What to produce
Write the records out again, exactly as they stand below.

Items from a data source
══════════

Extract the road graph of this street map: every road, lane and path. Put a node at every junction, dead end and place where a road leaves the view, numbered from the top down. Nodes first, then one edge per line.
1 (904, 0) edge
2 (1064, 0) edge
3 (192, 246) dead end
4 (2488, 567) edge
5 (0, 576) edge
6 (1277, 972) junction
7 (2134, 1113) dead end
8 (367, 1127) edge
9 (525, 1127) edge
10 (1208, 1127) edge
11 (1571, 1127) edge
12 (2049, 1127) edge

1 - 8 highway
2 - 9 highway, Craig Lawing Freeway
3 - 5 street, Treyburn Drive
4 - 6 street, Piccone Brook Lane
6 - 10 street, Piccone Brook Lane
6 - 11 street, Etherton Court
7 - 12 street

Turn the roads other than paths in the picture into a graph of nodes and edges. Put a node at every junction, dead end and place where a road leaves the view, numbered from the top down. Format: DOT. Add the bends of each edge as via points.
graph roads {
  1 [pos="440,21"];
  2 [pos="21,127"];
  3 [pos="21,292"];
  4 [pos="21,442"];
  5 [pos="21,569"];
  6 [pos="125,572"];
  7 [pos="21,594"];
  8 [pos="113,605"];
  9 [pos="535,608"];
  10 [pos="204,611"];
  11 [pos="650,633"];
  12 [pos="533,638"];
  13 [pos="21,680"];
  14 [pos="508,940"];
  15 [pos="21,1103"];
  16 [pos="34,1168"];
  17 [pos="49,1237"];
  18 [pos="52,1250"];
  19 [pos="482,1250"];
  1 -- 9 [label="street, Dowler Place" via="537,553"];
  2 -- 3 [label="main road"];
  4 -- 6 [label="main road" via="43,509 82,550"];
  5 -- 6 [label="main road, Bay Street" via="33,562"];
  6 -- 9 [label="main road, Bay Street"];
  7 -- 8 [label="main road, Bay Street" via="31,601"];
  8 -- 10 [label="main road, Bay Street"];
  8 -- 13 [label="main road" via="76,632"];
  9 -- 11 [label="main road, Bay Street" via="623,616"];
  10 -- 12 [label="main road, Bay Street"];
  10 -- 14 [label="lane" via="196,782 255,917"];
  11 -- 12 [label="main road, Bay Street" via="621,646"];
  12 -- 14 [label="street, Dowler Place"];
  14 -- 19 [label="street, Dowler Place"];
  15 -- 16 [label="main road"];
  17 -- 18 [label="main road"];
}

══════════

Answer section
Extract the road graph of this street map: every road, lane and path. Put a node at every junction, dead end and place where a road leaves the view, numbered from the top down. Nodes first, then one edge per line.
1 (904, 0) edge
2 (1064, 0) edge
3 (192, 246) dead end
4 (2488, 567) edge
5 (0, 576) edge
6 (1277, 972) junction
7 (2134, 1113) dead end
8 (367, 1127) edge
9 (525, 1127) edge
10 (1208, 1127) edge
11 (1571, 1127) edge
12 (2049, 1127) edge

1 - 8 highway
2 - 9 highway, Craig Lawing Freeway
3 - 5 street, Treyburn Drive
4 - 6 street, Piccone Brook Lane
6 - 10 street, Piccone Brook Lane
6 - 11 street, Etherton Court
7 - 12 street

Turn the roads other than paths in the picture into a graph of nodes and edges. Put a node at every junction, dead end and place where a road leaves the view, numbered from the top down. Format: DOT. Add the bends of each edge as via points.
graph roads {
  1 [pos="440,21"];
  2 [pos="21,127"];
  3 [pos="21,292"];
  4 [pos="21,442"];
  5 [pos="21,569"];
  6 [pos="125,572"];
  7 [pos="21,594"];
  8 [pos="113,605"];
  9 [pos="535,608"];
  10 [pos="204,611"];
  11 [pos="650,633"];
  12 [pos="533,638"];
  13 [pos="21,680"];
  14 [pos="508,940"];
  15 [pos="21,1103"];
  16 [pos="34,1168"];
  17 [pos="49,1237"];
  18 [pos="52,1250"];
  19 [pos="482,1250"];
  1 -- 9 [label="street, Dowler Place" via="537,553"];
  2 -- 3 [label="main road"];
  4 -- 6 [label="main road" via="43,509 82,550"];
  5 -- 6 [label="main road, Bay Street" via="33,562"];
  6 -- 9 [label="main road, Bay Street"];
  7 -- 8 [label="main road, Bay Street" via="31,601"];
  8 -- 10 [label="main road, Bay Street"];
  8 -- 13 [label="main road" via="76,632"];
  9 -- 11 [label="main road, Bay Street" via="623,616"];
  10 -- 12 [label="main road, Bay Street"];
  10 -- 14 [label="lane" via="196,782 255,917"];
  11 -- 12 [label="main road, Bay Street" via="621,646"];
  12 -- 14 [label="street, Dowler Place"];
  14 -- 19 [label="street, Dowler Place"];
  15 -- 16 [label="main road"];
  17 -- 18 [label="main road"];
}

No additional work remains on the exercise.